(Stored items)
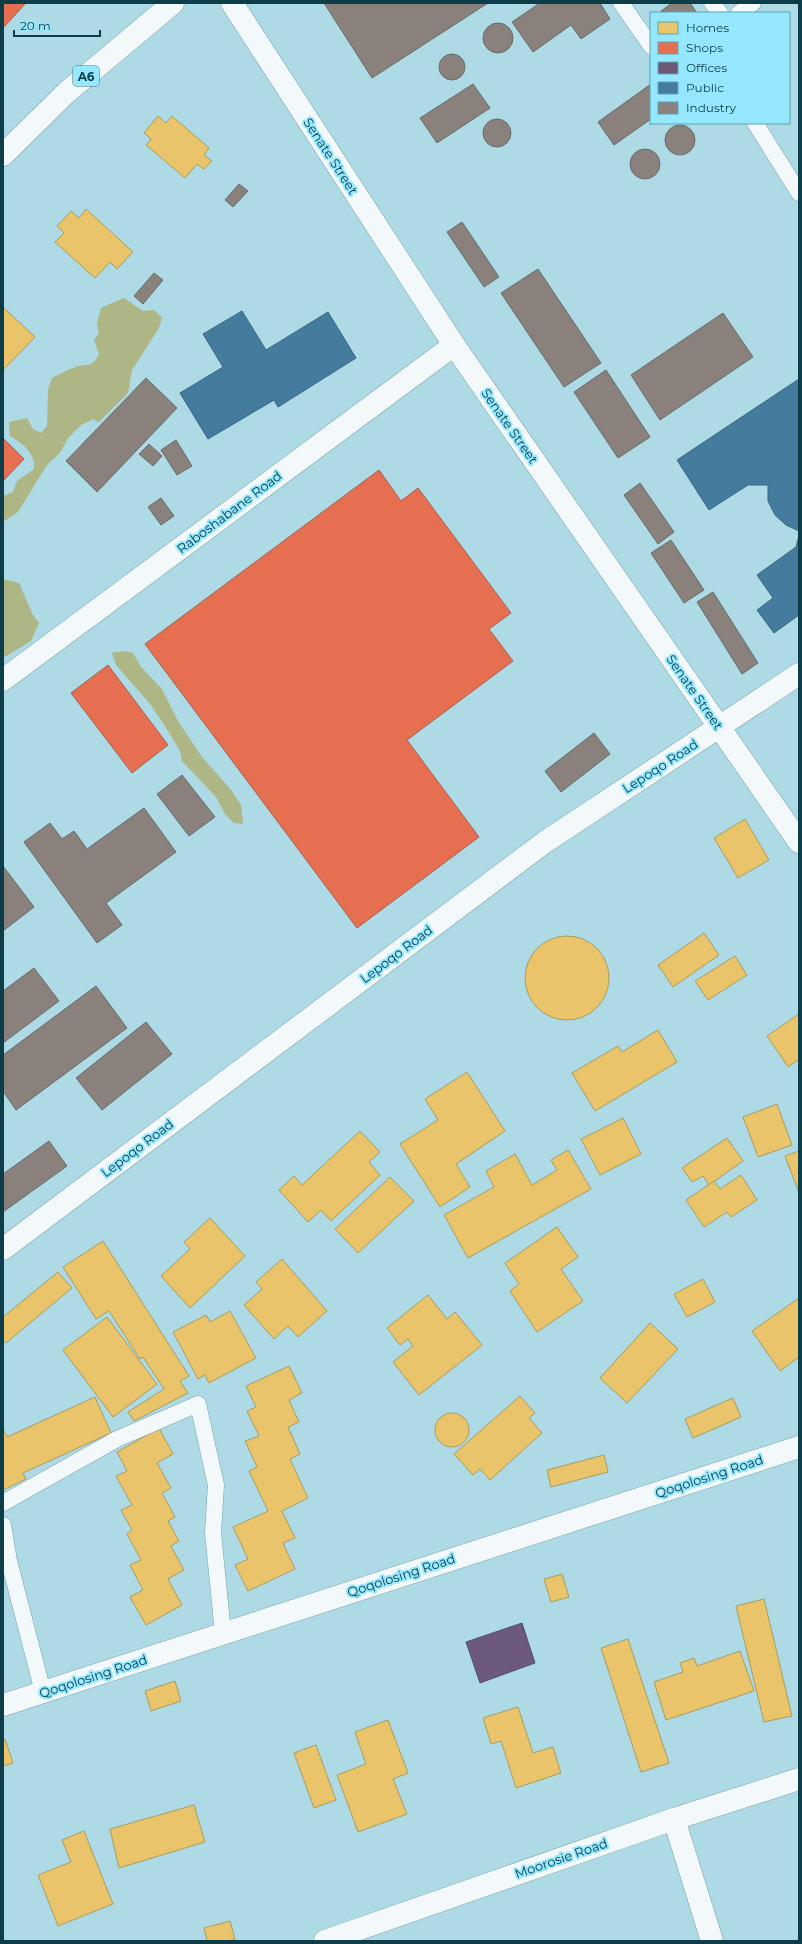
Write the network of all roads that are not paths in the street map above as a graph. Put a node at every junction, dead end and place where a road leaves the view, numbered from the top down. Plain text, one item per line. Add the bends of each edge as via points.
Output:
1 (173, 3) edge
2 (232, 3) edge
3 (621, 3) edge
4 (712, 3) edge
5 (753, 3) edge
6 (719, 12) edge
7 (740, 12) edge
8 (650, 45) edge
9 (756, 124) edge
10 (3, 155) edge
11 (799, 193) edge
12 (454, 344) junction
13 (799, 674) edge
14 (3, 680) edge
15 (719, 728) junction
16 (799, 842) edge
17 (3, 1249) edge
18 (799, 1447) edge
19 (3, 1503) edge
20 (3, 1525) edge
21 (223, 1633) junction
22 (43, 1692) junction
23 (3, 1705) edge
24 (799, 1779) edge
25 (674, 1819) junction
26 (325, 1941) edge
27 (712, 1941) edge

1 - 10 street, A6 via 67,92
2 - 12 street, Senate Street
3 - 8 lane
4 - 6 lane
5 - 7 lane
9 - 11 lane
12 - 14 street, Raboshabane Road
12 - 15 street, Senate Street
13 - 15 street, Lepoqo Road
15 - 16 street, Senate Street
15 - 17 street, Lepoqo Road via 544,842
18 - 21 street, Qoqolosing Road
19 - 21 lane via 117,1440 198,1404 216,1485 213,1533
20 - 22 lane via 9,1562
21 - 22 street, Qoqolosing Road
22 - 23 street, Qoqolosing Road
24 - 25 street, Moorosie Road
25 - 26 street, Moorosie Road
25 - 27 street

● **Problem to work on**:
Make an exact copy of every entry above, but keep the pictures out of it.

● **Response area**:
Write the network of all roads that are not paths in the street map above as a graph. Put a node at every junction, dead end and place where a road leaves the view, numbered from the top down. Plain text, one item per line. Add the bends of each edge as via points.
Output:
1 (173, 3) edge
2 (232, 3) edge
3 (621, 3) edge
4 (712, 3) edge
5 (753, 3) edge
6 (719, 12) edge
7 (740, 12) edge
8 (650, 45) edge
9 (756, 124) edge
10 (3, 155) edge
11 (799, 193) edge
12 (454, 344) junction
13 (799, 674) edge
14 (3, 680) edge
15 (719, 728) junction
16 (799, 842) edge
17 (3, 1249) edge
18 (799, 1447) edge
19 (3, 1503) edge
20 (3, 1525) edge
21 (223, 1633) junction
22 (43, 1692) junction
23 (3, 1705) edge
24 (799, 1779) edge
25 (674, 1819) junction
26 (325, 1941) edge
27 (712, 1941) edge

1 - 10 street, A6 via 67,92
2 - 12 street, Senate Street
3 - 8 lane
4 - 6 lane
5 - 7 lane
9 - 11 lane
12 - 14 street, Raboshabane Road
12 - 15 street, Senate Street
13 - 15 street, Lepoqo Road
15 - 16 street, Senate Street
15 - 17 street, Lepoqo Road via 544,842
18 - 21 street, Qoqolosing Road
19 - 21 lane via 117,1440 198,1404 216,1485 213,1533
20 - 22 lane via 9,1562
21 - 22 street, Qoqolosing Road
22 - 23 street, Qoqolosing Road
24 - 25 street, Moorosie Road
25 - 26 street, Moorosie Road
25 - 27 street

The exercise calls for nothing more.